Principle: Keep forecasting methods simple. IPPC chapters and related papers leave the impression that climate forecasters believe that complex models are necessary for forecasting climate and that forecast accuracy will increase with model complexity. Complex methods involve such things as the use of a large number of variables in forecasting models and complex interactions between variables. Complex forecasting methods are only accurate when there is little uncertainty about relationships now and in the future, where the data are subject to little error, and where the causal variables can be accurately forecast. These conditions do not apply to climate forecasting. Thus, simple methods are recommended.
“The models are complex and produce conflicting results.”
The use of complex models when uncertainty is high conflicts with the evidence from forecasting research.37 For example, scientists Halmar Halide and Peter Ridd compared predictions of El Niño-Southern Oscillation events from a simple extrapolation of the time series with those from other researchers’ complex models.38 Some of the complex models were dynamic causal models incorporating laws of physics. In other words, they were similar to those upon which the IPCC authors depended. The simple model made more accurate three-month predictions than all 11 of the complex models. Every model performed poorly when forecasting further ahead.
Using complex methods prevents understanding of how forecasts were derived, makes criticism difficult, and error detection unlikely.

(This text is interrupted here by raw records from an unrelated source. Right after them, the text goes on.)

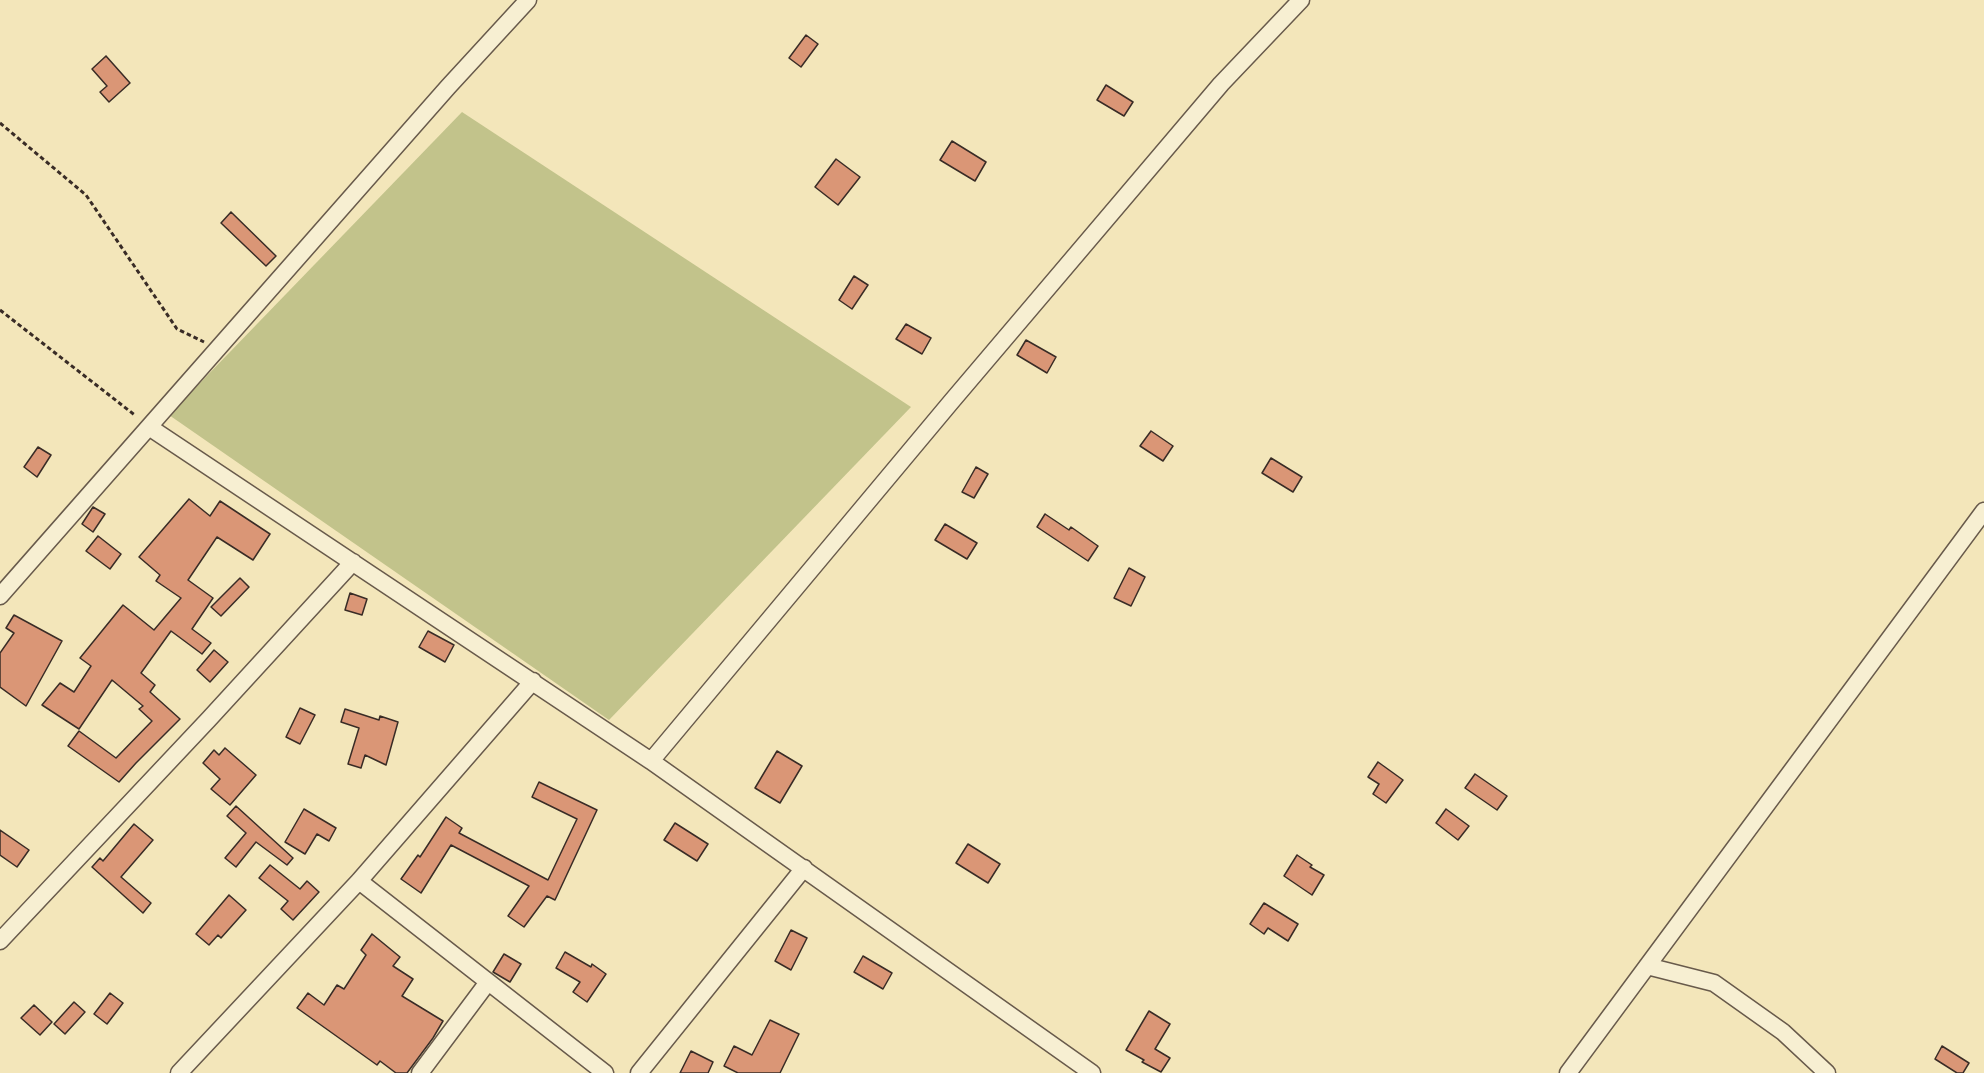 <!DOCTYPE html>
<html>
<head>
<meta charset="utf-8">
<style>
  body { margin:0 }
  canvas { display:block; background:#f3e6ba }
</style>
</head>
<body>
<canvas width="1984" height="1073"></canvas>
<script>
const ctx = document.querySelector('canvas').getContext('2d');
ctx.lineJoin = 'round';
function fillPath(path, color) { ctx.fillStyle = color; ctx.fill(path, 'evenodd'); }
const toPath = rows => new Path2D(rows.map(r => 'M' + r).join(''));
function strokePath(path, color, width, dash) { ctx.strokeStyle = color; ctx.lineWidth = width; ctx.lineCap = dash ? 'butt' : 'round'; ctx.setLineDash(dash || []); ctx.stroke(path); }
fillPath(toPath([
  [462,112,911,407,609,720,169,415]
]), '#c2c38b');
const building = toPath([
  [806,35,818,44,801,67,789,58,806,35],
  [106,56,130,83,109,102,100,92,107,86,92,69,106,56],
  [1106,85,1133,102,1124,116,1097,100,1106,85],
  [952,141,986,162,975,181,940,160,952,141],
  [836,159,860,177,838,205,815,187,836,159],
  [231,212,276,256,266,266,221,223,231,212],
  [854,276,868,285,852,309,839,300,854,276],
  [906,324,931,338,922,354,896,339,906,324],
  [1026,340,1056,357,1047,373,1017,355,1026,340],
  [1151,431,1173,446,1163,461,1140,446,1151,431],
  [38,447,51,455,37,477,24,467,38,447],
  [1271,458,1302,477,1293,492,1262,473,1271,458],
  [976,467,988,474,974,498,962,492,976,467],
  [189,499,210,516,220,501,270,534,253,560,217,537,188,580,213,598,192,629,211,643,202,654,171,631,141,673,155,685,150,692,180,719,136,763,119,782,68,746,79,731,116,758,152,721,139,709,143,706,112,680,79,729,42,705,60,683,74,692,91,666,80,658,123,605,154,630,181,598,156,581,160,575,139,557,189,499],
  [93,507,105,514,93,532,82,524,93,507],
  [1045,514,1069,530,1071,527,1098,546,1088,561,1037,527,1045,514],
  [945,524,977,543,967,559,935,540,945,524],
  [98,536,121,554,110,569,86,551,98,536],
  [1129,568,1145,577,1131,606,1114,598,1129,568],
  [240,578,249,587,221,616,211,607,240,578],
  [350,593,367,599,362,615,345,610,350,593],
  [14,615,62,641,26,706,0,687,0,653,14,633,6,628,14,615],
  [428,631,454,645,445,662,419,647,428,631],
  [214,650,228,662,210,682,197,670,214,650],
  [300,708,315,715,300,744,286,737,300,708],
  [345,709,379,720,380,716,398,722,386,765,365,755,361,768,348,764,359,728,341,722,345,709],
  [225,748,256,775,230,805,211,789,220,779,203,763,214,750,219,755,225,748],
  [777,751,802,766,780,803,755,788,777,751],
  [1378,762,1403,780,1386,803,1373,794,1379,784,1368,777,1378,762],
  [1475,774,1507,796,1497,810,1465,788,1475,774],
  [539,782,597,810,555,900,547,896,524,927,508,916,529,886,451,845,421,893,401,879,418,855,420,857,446,817,462,828,459,833,548,880,577,819,532,797,539,782],
  [236,806,293,858,287,865,256,842,236,867,225,858,246,833,227,816,236,806],
  [304,809,336,828,329,841,317,834,305,854,285,842,304,809],
  [1446,809,1469,826,1458,840,1436,823,1446,809],
  [675,823,708,844,697,861,664,840,675,823],
  [134,824,153,840,121,877,151,903,143,913,92,867,100,858,103,861,134,824],
  [0,830,29,850,17,867,0,855,0,830],
  [968,844,1000,864,988,883,956,863,968,844],
  [1297,855,1312,865,1310,867,1324,875,1312,895,1284,876,1297,855],
  [270,865,300,889,307,881,319,892,293,920,281,909,288,901,259,878,270,865],
  [229,895,246,910,221,938,218,935,209,945,196,934,229,895],
  [1264,903,1298,924,1288,941,1268,928,1264,934,1250,924,1264,903],
  [791,930,807,938,791,970,775,961,791,930],
  [372,934,400,957,393,966,413,979,402,996,443,1021,433,1038,407,1073,396,1073,380,1061,377,1065,297,1008,308,993,324,1005,337,985,344,989,366,955,361,950,372,934],
  [565,952,591,967,592,964,606,974,587,1002,573,992,580,982,556,968,565,952],
  [504,954,521,964,510,982,493,972,504,954],
  [863,956,892,973,883,989,854,972,863,956],
  [110,993,123,1003,107,1024,94,1014,110,993],
  [74,1002,85,1012,65,1034,54,1024,74,1002],
  [34,1005,52,1022,40,1035,21,1018,34,1005],
  [1149,1011,1170,1024,1155,1049,1170,1058,1161,1072,1142,1062,1144,1060,1126,1050,1149,1011],
  [770,1020,799,1034,780,1073,738,1073,724,1066,734,1046,752,1055,770,1020],
  [1942,1046,1969,1063,1963,1073,1957,1073,1935,1059,1942,1046],
  [691,1051,713,1062,708,1073,680,1073,691,1051]
]);
fillPath(building, '#da9676');
strokePath(building, '#392c26', 1.5);
const minor = toPath([
  [149,427,651,761,1092,1073],
  [0,596,448,87,528,0],
  [651,761,951,402,1221,84,1301,0],
  [359,881,605,1073],
  [0,941,209,719,353,562],
  [1647,966,1714,983,1783,1032,1827,1073],
  [179,1073,359,881,533,681],
  [420,1073,488,982],
  [639,1073,804,868],
  [1568,1073,1984,511]
]);
strokePath(minor, '#685a4b', 19);
strokePath(toPath([
  [0,123,86,195,177,329,204,342],
  [0,310,136,416]
]), '#392c26', 3, [4.5, 3]);
strokePath(minor, '#f7efd2', 16);
</script>
</body>
</html>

Principle: Do not use fit to develop the model. It is unclear to what extent the models described in the IPCC report are either based on, or have been tested against, sound empirical data.39 However, some statements were made about the ability of the models to fit historical data, after tweaking their parameters. Extensive research has shown that the ability of a model to reproduce historical data has little relationship to forecast accuracy.40 Fit can be improved by making a model more complex. The typical consequence of increasing complexity to improve fit, however, is to decrease the accuracy of forecasts.

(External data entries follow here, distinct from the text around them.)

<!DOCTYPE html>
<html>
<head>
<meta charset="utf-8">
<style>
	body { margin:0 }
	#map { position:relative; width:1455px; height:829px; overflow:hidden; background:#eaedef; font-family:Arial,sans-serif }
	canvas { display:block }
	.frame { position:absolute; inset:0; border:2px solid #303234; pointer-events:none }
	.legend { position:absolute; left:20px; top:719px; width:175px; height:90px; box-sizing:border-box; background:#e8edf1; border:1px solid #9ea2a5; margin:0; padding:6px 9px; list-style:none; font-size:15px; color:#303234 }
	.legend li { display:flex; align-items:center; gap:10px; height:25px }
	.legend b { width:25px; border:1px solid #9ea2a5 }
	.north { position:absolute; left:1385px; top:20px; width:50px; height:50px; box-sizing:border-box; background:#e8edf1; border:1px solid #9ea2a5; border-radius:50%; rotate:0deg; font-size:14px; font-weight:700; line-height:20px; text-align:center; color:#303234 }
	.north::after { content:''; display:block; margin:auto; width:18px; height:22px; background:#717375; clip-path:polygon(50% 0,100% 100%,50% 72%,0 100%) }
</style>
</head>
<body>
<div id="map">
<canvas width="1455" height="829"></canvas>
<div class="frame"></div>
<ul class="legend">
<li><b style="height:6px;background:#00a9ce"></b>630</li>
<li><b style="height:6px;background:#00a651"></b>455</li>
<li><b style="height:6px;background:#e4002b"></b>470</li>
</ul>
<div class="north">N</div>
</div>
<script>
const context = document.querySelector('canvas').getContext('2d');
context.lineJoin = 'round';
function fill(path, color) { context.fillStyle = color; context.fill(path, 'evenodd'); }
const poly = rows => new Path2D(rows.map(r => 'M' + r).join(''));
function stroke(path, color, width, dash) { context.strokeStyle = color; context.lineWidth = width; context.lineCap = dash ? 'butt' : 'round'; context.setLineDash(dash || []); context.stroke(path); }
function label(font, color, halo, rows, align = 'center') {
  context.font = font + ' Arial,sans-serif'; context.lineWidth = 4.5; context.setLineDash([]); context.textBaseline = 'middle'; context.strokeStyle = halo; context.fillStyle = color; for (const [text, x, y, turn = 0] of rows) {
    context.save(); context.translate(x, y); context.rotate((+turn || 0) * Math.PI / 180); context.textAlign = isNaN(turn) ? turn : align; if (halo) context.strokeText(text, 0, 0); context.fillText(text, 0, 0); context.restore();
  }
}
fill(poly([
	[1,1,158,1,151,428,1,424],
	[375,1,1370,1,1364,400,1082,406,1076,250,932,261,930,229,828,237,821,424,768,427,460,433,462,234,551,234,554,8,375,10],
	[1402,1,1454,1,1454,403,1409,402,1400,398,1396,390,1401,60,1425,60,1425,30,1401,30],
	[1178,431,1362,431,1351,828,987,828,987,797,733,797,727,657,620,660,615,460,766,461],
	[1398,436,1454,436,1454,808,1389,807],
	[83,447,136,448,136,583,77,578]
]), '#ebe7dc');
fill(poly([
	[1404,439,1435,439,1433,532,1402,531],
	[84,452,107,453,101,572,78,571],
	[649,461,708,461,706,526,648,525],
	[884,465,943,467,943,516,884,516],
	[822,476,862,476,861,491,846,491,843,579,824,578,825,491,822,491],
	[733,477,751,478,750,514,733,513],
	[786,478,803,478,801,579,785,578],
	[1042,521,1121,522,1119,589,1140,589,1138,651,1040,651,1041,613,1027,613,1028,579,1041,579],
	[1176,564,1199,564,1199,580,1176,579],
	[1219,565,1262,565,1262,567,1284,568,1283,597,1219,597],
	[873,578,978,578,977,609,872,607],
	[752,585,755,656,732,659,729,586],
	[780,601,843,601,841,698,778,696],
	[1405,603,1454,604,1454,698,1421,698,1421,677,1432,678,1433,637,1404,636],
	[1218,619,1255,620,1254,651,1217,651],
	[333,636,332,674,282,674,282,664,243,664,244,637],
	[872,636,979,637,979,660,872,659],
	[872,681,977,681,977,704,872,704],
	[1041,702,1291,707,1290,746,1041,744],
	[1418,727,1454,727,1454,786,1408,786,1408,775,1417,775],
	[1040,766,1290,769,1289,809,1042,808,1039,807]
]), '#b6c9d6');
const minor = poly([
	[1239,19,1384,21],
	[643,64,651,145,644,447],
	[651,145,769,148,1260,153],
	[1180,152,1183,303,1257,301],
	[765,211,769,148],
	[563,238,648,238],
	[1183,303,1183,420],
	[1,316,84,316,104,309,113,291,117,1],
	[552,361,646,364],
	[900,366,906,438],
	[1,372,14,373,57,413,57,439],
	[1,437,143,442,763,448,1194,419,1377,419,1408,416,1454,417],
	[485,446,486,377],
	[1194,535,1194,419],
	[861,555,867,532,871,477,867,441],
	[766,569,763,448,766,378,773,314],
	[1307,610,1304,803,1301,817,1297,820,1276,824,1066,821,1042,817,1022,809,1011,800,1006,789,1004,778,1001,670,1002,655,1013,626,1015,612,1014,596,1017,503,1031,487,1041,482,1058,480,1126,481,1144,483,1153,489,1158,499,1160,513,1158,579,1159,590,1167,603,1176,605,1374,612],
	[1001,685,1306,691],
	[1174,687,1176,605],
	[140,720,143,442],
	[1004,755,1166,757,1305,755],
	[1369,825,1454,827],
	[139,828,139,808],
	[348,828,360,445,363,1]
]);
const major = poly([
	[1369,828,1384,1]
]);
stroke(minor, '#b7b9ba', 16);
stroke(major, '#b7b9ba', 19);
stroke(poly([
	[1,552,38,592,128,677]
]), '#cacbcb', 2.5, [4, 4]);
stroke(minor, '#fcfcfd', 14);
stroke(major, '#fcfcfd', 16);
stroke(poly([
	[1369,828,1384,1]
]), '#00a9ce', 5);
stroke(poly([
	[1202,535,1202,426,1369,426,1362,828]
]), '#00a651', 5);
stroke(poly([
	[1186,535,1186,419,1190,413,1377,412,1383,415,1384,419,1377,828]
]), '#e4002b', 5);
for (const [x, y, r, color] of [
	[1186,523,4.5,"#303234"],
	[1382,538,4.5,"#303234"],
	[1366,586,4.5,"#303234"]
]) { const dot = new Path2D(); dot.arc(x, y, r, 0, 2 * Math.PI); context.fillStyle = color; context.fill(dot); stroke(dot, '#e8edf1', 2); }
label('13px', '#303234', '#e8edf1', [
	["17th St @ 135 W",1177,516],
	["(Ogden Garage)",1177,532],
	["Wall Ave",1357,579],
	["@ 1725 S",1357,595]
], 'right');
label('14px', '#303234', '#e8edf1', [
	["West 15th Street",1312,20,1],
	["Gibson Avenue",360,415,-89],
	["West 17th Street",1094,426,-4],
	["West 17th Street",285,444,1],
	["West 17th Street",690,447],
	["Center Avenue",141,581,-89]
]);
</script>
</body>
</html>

Other Audit Results. The audit also found 12 “apparent violations.” These principles are areas where the authors had concerns over the coding or did not agree that the procedures clearly violated the principle. Finally, for many of the relevant principles, there was insufficient information to make ratings. Some of these principles might be surprising to those who are not familiar with forecasting research — for example: “Use all important variables (Principle 10.2).” Others are principles that any scientific paper should be expected to address, such as: “Use objective tests of assumptions.” And others are especially important to climate forecasting, such as: “Limit subjective adjustments of quantitative forecasts.”41
The number of violations of forecasting principles found by the audit confirms the survey finding described earlier that the IPCC authors were unaware of forecasting principles.42 Had they been aware of the principles, it would have been incumbent on them to present evidence to justify their departures from them. They did not do so. Because the forecasting processes examined in Chapter 8 overlook scientific evidence on forecasting, the IPCC forecasts of climate change are not scientific.
Climate change forecasters should use the readily available Forecasting Audit program to ensure that they are using appropriate forecasting procedures. Outside evaluators should also be encouraged to conduct audits. These reports should be made available to both study sponsors and the public by posting on an open Web site such as publicpolicyforecasting.com.